I don't mean to be harsh, but if that's the only real problem you have with your boyfriend, then you have it pretty good. If you have that connection (sans the sensitivity about people) and that spark, then who cares if he doesn't love people, as long as he loves and cares about you. Do what you want to do, and don't force him to go along. You can still carry out your philanthropic ventures yourself.

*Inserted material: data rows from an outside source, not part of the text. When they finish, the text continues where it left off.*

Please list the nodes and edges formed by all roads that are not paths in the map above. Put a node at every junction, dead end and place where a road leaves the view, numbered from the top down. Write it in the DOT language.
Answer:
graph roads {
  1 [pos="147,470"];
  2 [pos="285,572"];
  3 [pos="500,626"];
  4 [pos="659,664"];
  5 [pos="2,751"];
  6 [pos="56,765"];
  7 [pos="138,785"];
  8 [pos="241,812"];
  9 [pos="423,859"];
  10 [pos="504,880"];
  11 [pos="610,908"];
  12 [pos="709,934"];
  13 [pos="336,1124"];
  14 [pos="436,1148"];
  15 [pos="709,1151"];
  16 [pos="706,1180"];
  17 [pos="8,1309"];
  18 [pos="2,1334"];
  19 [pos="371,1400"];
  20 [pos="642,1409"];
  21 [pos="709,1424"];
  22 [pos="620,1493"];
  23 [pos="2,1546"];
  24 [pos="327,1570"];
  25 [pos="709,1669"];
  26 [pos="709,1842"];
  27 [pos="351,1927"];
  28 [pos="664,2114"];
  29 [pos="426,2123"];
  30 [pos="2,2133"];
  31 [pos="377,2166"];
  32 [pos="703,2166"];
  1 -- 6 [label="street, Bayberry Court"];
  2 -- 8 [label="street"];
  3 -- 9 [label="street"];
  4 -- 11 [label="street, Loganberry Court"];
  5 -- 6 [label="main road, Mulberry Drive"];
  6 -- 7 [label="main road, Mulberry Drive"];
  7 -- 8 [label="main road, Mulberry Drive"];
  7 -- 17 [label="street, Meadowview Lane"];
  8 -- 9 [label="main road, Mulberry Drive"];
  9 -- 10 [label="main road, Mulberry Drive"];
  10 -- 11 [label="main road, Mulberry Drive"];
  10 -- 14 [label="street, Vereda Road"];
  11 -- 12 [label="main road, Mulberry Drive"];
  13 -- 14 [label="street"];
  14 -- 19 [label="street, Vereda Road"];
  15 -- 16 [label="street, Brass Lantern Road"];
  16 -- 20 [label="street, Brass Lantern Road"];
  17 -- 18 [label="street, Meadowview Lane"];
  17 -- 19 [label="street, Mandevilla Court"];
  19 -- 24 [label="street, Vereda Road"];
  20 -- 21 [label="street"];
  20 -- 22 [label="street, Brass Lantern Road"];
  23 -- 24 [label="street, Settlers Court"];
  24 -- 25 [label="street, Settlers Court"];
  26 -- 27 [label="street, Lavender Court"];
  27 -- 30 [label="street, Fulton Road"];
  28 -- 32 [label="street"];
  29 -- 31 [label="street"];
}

This is incredibly typical NT. My INTP dad (and I, apparently -- makes me think I am an INTP sometimes :bored:) is exactly like this. Don't expect him to change. He probably thinks his criticisms are helpful and perspicacious, letting others see the error of their ways and how they can improve. Remember NTs are constantly looking and searching for ways to improve things.
Of course I know he's his own person, and I certainly don't want to go changing him or forcing him to do anything. I guess I just don't like the constant criticism and negativity. Not everything has to be changed and improved. I'd just like to talk about more positive and more meaningful things. And if its something I'm really passionate about, I would think my partner would at least want to dabble in it. I go out and immerse myself in his hobbies and passions, but it's kind of hard to hear, "I don't really like helping people."

It's not necessarily the only real problem, but it's important one to me. I guess I might just have crazy remnants of dreams where my partner and I volunteer and help people together side by side...

I'm not really sure. I'm just in an iffy mood today. Thank you for the input though. :) I definitely will not try to change him.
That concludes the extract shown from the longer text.